Extracted records:
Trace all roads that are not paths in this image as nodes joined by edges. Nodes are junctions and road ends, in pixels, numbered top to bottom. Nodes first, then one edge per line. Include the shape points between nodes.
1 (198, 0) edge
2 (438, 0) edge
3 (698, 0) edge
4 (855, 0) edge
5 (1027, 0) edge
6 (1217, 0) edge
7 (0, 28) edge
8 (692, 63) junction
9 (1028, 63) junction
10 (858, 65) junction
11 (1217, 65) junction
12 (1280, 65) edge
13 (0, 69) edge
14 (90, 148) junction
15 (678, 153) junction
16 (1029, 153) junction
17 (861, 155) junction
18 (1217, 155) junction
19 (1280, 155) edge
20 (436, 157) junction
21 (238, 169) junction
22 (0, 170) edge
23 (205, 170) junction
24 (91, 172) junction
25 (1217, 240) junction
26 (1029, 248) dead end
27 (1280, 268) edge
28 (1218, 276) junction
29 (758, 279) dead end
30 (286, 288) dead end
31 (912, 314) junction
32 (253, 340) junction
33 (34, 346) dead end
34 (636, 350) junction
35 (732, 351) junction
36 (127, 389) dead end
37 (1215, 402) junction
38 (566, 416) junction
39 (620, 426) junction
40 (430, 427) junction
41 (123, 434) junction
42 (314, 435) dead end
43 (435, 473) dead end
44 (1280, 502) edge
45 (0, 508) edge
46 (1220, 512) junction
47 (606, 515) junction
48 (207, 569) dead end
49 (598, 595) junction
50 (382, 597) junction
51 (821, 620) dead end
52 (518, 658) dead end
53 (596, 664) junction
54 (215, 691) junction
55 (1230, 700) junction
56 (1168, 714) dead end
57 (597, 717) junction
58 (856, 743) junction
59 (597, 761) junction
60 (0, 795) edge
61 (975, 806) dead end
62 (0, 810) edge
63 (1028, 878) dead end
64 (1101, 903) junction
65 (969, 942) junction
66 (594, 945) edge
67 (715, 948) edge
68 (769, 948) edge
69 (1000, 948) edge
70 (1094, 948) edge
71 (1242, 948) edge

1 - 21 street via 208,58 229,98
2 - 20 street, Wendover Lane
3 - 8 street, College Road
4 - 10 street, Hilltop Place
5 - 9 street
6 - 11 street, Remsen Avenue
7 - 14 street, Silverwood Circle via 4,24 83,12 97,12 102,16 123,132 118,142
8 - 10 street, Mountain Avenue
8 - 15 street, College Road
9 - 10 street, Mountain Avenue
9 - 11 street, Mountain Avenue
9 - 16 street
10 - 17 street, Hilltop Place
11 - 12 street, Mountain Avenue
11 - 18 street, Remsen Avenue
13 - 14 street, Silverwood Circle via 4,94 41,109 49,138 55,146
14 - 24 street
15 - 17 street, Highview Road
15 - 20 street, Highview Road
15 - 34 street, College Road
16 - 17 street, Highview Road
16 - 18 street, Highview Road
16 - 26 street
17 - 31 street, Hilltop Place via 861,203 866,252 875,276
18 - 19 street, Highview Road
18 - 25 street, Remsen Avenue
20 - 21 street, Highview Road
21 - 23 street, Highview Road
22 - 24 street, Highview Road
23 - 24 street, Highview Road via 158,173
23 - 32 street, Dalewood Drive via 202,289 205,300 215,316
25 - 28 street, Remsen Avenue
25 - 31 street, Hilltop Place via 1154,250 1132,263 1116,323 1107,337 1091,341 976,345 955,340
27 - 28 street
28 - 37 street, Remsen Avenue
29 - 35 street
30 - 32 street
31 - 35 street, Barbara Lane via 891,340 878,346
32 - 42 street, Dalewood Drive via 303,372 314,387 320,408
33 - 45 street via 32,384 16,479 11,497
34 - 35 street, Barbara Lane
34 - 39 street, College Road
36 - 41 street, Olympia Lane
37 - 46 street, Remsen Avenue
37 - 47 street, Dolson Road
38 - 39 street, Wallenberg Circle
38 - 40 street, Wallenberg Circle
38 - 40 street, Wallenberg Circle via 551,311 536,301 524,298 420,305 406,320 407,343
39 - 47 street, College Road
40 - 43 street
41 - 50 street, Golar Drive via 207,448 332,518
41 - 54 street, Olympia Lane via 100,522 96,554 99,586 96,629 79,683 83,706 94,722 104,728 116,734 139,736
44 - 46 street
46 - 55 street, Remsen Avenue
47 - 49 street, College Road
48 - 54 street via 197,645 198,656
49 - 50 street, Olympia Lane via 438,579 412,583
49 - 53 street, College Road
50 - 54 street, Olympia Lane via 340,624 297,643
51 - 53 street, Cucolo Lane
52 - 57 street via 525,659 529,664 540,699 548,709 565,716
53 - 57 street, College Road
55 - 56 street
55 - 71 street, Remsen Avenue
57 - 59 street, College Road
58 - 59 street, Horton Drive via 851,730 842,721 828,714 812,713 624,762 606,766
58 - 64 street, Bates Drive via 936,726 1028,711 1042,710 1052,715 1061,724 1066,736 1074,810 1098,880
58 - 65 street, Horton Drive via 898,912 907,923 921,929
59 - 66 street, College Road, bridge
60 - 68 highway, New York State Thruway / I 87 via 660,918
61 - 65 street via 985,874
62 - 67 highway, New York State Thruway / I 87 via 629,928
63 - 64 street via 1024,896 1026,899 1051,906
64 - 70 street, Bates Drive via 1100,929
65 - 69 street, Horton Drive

What you have to do: All of the lines above need to be given again exactly.

Answer box:
Trace all roads that are not paths in this image as nodes joined by edges. Nodes are junctions and road ends, in pixels, numbered top to bottom. Nodes first, then one edge per line. Include the shape points between nodes.
1 (198, 0) edge
2 (438, 0) edge
3 (698, 0) edge
4 (855, 0) edge
5 (1027, 0) edge
6 (1217, 0) edge
7 (0, 28) edge
8 (692, 63) junction
9 (1028, 63) junction
10 (858, 65) junction
11 (1217, 65) junction
12 (1280, 65) edge
13 (0, 69) edge
14 (90, 148) junction
15 (678, 153) junction
16 (1029, 153) junction
17 (861, 155) junction
18 (1217, 155) junction
19 (1280, 155) edge
20 (436, 157) junction
21 (238, 169) junction
22 (0, 170) edge
23 (205, 170) junction
24 (91, 172) junction
25 (1217, 240) junction
26 (1029, 248) dead end
27 (1280, 268) edge
28 (1218, 276) junction
29 (758, 279) dead end
30 (286, 288) dead end
31 (912, 314) junction
32 (253, 340) junction
33 (34, 346) dead end
34 (636, 350) junction
35 (732, 351) junction
36 (127, 389) dead end
37 (1215, 402) junction
38 (566, 416) junction
39 (620, 426) junction
40 (430, 427) junction
41 (123, 434) junction
42 (314, 435) dead end
43 (435, 473) dead end
44 (1280, 502) edge
45 (0, 508) edge
46 (1220, 512) junction
47 (606, 515) junction
48 (207, 569) dead end
49 (598, 595) junction
50 (382, 597) junction
51 (821, 620) dead end
52 (518, 658) dead end
53 (596, 664) junction
54 (215, 691) junction
55 (1230, 700) junction
56 (1168, 714) dead end
57 (597, 717) junction
58 (856, 743) junction
59 (597, 761) junction
60 (0, 795) edge
61 (975, 806) dead end
62 (0, 810) edge
63 (1028, 878) dead end
64 (1101, 903) junction
65 (969, 942) junction
66 (594, 945) edge
67 (715, 948) edge
68 (769, 948) edge
69 (1000, 948) edge
70 (1094, 948) edge
71 (1242, 948) edge

1 - 21 street via 208,58 229,98
2 - 20 street, Wendover Lane
3 - 8 street, College Road
4 - 10 street, Hilltop Place
5 - 9 street
6 - 11 street, Remsen Avenue
7 - 14 street, Silverwood Circle via 4,24 83,12 97,12 102,16 123,132 118,142
8 - 10 street, Mountain Avenue
8 - 15 street, College Road
9 - 10 street, Mountain Avenue
9 - 11 street, Mountain Avenue
9 - 16 street
10 - 17 street, Hilltop Place
11 - 12 street, Mountain Avenue
11 - 18 street, Remsen Avenue
13 - 14 street, Silverwood Circle via 4,94 41,109 49,138 55,146
14 - 24 street
15 - 17 street, Highview Road
15 - 20 street, Highview Road
15 - 34 street, College Road
16 - 17 street, Highview Road
16 - 18 street, Highview Road
16 - 26 street
17 - 31 street, Hilltop Place via 861,203 866,252 875,276
18 - 19 street, Highview Road
18 - 25 street, Remsen Avenue
20 - 21 street, Highview Road
21 - 23 street, Highview Road
22 - 24 street, Highview Road
23 - 24 street, Highview Road via 158,173
23 - 32 street, Dalewood Drive via 202,289 205,300 215,316
25 - 28 street, Remsen Avenue
25 - 31 street, Hilltop Place via 1154,250 1132,263 1116,323 1107,337 1091,341 976,345 955,340
27 - 28 street
28 - 37 street, Remsen Avenue
29 - 35 street
30 - 32 street
31 - 35 street, Barbara Lane via 891,340 878,346
32 - 42 street, Dalewood Drive via 303,372 314,387 320,408
33 - 45 street via 32,384 16,479 11,497
34 - 35 street, Barbara Lane
34 - 39 street, College Road
36 - 41 street, Olympia Lane
37 - 46 street, Remsen Avenue
37 - 47 street, Dolson Road
38 - 39 street, Wallenberg Circle
38 - 40 street, Wallenberg Circle
38 - 40 street, Wallenberg Circle via 551,311 536,301 524,298 420,305 406,320 407,343
39 - 47 street, College Road
40 - 43 street
41 - 50 street, Golar Drive via 207,448 332,518
41 - 54 street, Olympia Lane via 100,522 96,554 99,586 96,629 79,683 83,706 94,722 104,728 116,734 139,736
44 - 46 street
46 - 55 street, Remsen Avenue
47 - 49 street, College Road
48 - 54 street via 197,645 198,656
49 - 50 street, Olympia Lane via 438,579 412,583
49 - 53 street, College Road
50 - 54 street, Olympia Lane via 340,624 297,643
51 - 53 street, Cucolo Lane
52 - 57 street via 525,659 529,664 540,699 548,709 565,716
53 - 57 street, College Road
55 - 56 street
55 - 71 street, Remsen Avenue
57 - 59 street, College Road
58 - 59 street, Horton Drive via 851,730 842,721 828,714 812,713 624,762 606,766
58 - 64 street, Bates Drive via 936,726 1028,711 1042,710 1052,715 1061,724 1066,736 1074,810 1098,880
58 - 65 street, Horton Drive via 898,912 907,923 921,929
59 - 66 street, College Road, bridge
60 - 68 highway, New York State Thruway / I 87 via 660,918
61 - 65 street via 985,874
62 - 67 highway, New York State Thruway / I 87 via 629,928
63 - 64 street via 1024,896 1026,899 1051,906
64 - 70 street, Bates Drive via 1100,929
65 - 69 street, Horton Drive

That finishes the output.